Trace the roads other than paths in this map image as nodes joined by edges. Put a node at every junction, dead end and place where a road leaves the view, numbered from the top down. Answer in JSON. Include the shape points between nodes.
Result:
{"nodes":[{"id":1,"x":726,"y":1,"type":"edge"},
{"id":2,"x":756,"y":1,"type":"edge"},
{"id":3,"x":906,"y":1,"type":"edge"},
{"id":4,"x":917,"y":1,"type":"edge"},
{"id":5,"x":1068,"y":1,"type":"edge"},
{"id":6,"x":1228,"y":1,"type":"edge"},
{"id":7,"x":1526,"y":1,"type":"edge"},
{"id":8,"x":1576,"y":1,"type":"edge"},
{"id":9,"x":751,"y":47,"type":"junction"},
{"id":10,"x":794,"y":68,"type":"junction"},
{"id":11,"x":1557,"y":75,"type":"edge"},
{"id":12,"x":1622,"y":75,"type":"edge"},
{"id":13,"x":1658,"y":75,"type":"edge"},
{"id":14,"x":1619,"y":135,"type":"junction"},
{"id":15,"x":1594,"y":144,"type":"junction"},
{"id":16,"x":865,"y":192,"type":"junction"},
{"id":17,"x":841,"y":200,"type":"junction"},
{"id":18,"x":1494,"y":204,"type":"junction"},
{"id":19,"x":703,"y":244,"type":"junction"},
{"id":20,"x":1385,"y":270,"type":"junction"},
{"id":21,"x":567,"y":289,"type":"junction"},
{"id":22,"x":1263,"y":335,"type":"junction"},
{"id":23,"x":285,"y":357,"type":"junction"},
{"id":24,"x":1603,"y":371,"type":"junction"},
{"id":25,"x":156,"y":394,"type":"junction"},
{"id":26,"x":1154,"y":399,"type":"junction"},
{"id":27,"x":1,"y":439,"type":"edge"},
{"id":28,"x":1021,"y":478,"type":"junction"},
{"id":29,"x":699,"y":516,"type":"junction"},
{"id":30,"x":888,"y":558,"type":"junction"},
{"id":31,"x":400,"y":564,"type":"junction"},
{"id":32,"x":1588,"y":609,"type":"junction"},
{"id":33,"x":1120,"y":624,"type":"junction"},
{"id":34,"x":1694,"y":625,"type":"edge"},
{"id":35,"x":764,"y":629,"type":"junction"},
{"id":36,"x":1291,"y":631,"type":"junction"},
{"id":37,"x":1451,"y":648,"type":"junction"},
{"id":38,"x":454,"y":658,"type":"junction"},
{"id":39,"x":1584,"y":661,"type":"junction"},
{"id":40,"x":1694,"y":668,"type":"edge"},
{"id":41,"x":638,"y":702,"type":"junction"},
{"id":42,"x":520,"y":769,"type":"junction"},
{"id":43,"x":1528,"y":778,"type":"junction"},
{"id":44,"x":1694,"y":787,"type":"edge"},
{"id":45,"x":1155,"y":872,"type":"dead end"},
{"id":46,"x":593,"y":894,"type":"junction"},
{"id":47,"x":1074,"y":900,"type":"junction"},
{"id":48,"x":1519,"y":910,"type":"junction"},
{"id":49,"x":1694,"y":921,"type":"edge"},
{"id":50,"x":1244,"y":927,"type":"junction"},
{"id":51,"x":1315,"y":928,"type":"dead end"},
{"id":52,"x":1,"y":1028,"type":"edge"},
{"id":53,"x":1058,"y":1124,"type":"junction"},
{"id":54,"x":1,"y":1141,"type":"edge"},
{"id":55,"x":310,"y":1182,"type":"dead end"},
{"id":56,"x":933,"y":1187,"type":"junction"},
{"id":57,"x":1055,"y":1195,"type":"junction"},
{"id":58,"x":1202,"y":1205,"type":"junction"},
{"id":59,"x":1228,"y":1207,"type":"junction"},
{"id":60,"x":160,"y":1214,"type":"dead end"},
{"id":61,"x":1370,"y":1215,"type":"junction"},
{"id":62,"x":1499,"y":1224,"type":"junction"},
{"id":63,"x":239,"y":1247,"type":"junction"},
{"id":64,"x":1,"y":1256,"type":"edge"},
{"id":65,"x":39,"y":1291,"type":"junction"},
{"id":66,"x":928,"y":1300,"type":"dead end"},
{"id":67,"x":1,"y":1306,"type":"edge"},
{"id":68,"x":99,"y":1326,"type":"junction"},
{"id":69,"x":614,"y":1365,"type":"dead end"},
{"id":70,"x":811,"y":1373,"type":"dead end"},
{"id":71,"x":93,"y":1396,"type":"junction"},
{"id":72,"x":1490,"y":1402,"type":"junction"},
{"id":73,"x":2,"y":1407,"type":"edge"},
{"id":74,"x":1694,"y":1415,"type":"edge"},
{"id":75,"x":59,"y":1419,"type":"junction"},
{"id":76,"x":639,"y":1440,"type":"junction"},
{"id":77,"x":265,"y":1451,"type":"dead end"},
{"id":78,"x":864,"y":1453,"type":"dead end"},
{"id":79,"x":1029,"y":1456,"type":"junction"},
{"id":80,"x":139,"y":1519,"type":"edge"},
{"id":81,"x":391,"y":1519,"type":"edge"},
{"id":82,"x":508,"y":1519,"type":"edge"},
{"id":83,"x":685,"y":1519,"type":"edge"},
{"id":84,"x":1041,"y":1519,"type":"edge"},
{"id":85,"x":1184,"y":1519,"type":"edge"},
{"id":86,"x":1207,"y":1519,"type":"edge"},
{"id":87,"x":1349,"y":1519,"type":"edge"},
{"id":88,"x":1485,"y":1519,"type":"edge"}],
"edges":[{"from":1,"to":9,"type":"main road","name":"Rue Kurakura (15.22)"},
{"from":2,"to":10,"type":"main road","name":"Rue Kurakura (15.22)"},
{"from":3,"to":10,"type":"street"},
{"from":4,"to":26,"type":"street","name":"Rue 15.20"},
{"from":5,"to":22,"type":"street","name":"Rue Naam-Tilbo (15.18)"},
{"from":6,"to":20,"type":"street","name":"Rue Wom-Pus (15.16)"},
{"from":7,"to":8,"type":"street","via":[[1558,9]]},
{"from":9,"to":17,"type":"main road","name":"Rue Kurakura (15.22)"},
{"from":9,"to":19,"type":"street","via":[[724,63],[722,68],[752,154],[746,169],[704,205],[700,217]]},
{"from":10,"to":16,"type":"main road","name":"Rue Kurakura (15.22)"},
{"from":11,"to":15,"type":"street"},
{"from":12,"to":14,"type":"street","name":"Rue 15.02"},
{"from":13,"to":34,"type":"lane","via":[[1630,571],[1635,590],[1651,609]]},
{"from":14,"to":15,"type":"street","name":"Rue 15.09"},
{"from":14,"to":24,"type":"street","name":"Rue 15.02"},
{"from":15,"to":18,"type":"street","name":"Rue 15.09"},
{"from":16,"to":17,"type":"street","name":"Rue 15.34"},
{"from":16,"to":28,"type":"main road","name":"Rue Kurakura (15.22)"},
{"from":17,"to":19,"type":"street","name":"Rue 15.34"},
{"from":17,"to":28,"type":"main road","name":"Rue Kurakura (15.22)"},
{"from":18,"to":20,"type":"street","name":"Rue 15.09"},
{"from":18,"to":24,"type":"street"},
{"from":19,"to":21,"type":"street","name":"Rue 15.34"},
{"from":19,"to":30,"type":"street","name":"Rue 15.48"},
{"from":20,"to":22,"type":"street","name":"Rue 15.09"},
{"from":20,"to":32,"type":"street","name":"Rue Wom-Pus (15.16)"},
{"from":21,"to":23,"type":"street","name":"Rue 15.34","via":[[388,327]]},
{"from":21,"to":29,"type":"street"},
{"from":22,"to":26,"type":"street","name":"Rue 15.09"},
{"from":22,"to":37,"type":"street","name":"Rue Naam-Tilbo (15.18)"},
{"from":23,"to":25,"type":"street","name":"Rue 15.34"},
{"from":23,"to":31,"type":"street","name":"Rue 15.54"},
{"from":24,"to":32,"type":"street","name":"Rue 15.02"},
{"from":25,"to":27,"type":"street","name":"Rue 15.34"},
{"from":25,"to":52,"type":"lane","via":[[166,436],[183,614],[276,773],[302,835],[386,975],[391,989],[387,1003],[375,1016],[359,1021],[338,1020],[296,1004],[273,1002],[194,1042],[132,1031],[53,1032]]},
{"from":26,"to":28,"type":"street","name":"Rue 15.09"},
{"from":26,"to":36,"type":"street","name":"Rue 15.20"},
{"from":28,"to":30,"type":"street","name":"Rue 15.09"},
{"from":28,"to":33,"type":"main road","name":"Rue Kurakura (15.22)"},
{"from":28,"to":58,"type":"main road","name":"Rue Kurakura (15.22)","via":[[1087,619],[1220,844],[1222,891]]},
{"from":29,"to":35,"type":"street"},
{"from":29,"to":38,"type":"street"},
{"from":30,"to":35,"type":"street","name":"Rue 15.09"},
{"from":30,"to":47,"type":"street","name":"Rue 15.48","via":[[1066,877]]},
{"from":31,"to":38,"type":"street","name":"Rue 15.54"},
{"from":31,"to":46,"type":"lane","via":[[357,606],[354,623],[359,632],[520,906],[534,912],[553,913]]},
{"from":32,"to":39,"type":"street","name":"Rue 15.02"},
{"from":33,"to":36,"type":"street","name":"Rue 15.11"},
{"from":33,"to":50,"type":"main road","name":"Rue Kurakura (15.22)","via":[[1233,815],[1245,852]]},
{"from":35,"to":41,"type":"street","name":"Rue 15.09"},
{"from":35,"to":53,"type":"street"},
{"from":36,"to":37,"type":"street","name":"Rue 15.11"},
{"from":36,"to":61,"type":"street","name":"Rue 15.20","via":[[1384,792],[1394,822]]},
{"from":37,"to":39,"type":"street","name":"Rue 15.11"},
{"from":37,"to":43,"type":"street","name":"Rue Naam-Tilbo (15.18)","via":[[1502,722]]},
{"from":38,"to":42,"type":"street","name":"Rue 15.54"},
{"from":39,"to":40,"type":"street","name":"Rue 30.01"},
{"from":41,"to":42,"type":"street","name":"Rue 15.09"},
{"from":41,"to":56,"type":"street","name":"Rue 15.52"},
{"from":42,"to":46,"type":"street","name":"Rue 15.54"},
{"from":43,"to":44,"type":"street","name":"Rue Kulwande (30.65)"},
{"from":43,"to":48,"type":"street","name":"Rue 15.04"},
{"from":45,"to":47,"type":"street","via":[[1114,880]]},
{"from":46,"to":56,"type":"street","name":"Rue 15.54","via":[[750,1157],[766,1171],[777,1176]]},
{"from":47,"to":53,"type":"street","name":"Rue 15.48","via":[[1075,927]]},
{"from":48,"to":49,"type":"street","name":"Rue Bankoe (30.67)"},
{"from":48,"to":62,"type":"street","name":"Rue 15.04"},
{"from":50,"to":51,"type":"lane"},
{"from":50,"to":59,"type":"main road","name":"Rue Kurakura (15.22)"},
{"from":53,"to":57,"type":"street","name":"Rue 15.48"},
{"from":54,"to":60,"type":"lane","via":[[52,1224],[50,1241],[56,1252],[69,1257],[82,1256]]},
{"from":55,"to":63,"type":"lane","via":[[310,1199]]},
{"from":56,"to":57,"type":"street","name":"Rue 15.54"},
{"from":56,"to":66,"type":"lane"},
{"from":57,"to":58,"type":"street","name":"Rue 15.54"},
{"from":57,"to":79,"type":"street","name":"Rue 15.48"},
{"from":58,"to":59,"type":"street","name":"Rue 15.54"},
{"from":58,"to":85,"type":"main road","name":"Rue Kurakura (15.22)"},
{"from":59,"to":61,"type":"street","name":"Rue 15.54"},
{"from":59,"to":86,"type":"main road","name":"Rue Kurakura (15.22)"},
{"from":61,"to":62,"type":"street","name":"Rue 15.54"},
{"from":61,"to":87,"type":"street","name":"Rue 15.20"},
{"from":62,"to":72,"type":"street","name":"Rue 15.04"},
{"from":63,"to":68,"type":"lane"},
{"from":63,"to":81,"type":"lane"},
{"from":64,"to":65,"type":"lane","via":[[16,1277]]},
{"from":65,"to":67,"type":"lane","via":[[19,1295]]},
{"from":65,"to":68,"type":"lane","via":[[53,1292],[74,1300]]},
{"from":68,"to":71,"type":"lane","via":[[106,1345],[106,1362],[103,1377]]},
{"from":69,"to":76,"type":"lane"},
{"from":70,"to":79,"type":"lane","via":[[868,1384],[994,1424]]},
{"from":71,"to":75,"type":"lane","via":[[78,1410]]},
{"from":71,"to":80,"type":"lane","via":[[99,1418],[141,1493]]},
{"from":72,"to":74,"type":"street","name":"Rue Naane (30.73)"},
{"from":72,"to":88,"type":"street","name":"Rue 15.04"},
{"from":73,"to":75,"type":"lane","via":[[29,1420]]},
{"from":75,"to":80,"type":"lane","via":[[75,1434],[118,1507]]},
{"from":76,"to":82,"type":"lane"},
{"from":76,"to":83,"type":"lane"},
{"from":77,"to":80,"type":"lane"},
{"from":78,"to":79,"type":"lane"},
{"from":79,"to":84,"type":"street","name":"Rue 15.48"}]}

◇ ◇ ◇ ◇ ◇

INSTRUCTIONS TO FOLLOW> Wherever the word "main" appears in the entries above, copy that line.

OUTPUT FOR THIS TASK>
"edges":[{"from":1,"to":9,"type":"main road","name":"Rue Kurakura (15.22)"},
{"from":2,"to":10,"type":"main road","name":"Rue Kurakura (15.22)"},
{"from":9,"to":17,"type":"main road","name":"Rue Kurakura (15.22)"},
{"from":10,"to":16,"type":"main road","name":"Rue Kurakura (15.22)"},
{"from":16,"to":28,"type":"main road","name":"Rue Kurakura (15.22)"},
{"from":17,"to":28,"type":"main road","name":"Rue Kurakura (15.22)"},
{"from":28,"to":33,"type":"main road","name":"Rue Kurakura (15.22)"},
{"from":28,"to":58,"type":"main road","name":"Rue Kurakura (15.22)","via":[[1087,619],[1220,844],[1222,891]]},
{"from":33,"to":50,"type":"main road","name":"Rue Kurakura (15.22)","via":[[1233,815],[1245,852]]},
{"from":50,"to":59,"type":"main road","name":"Rue Kurakura (15.22)"},
{"from":58,"to":85,"type":"main road","name":"Rue Kurakura (15.22)"},
{"from":59,"to":86,"type":"main road","name":"Rue Kurakura (15.22)"},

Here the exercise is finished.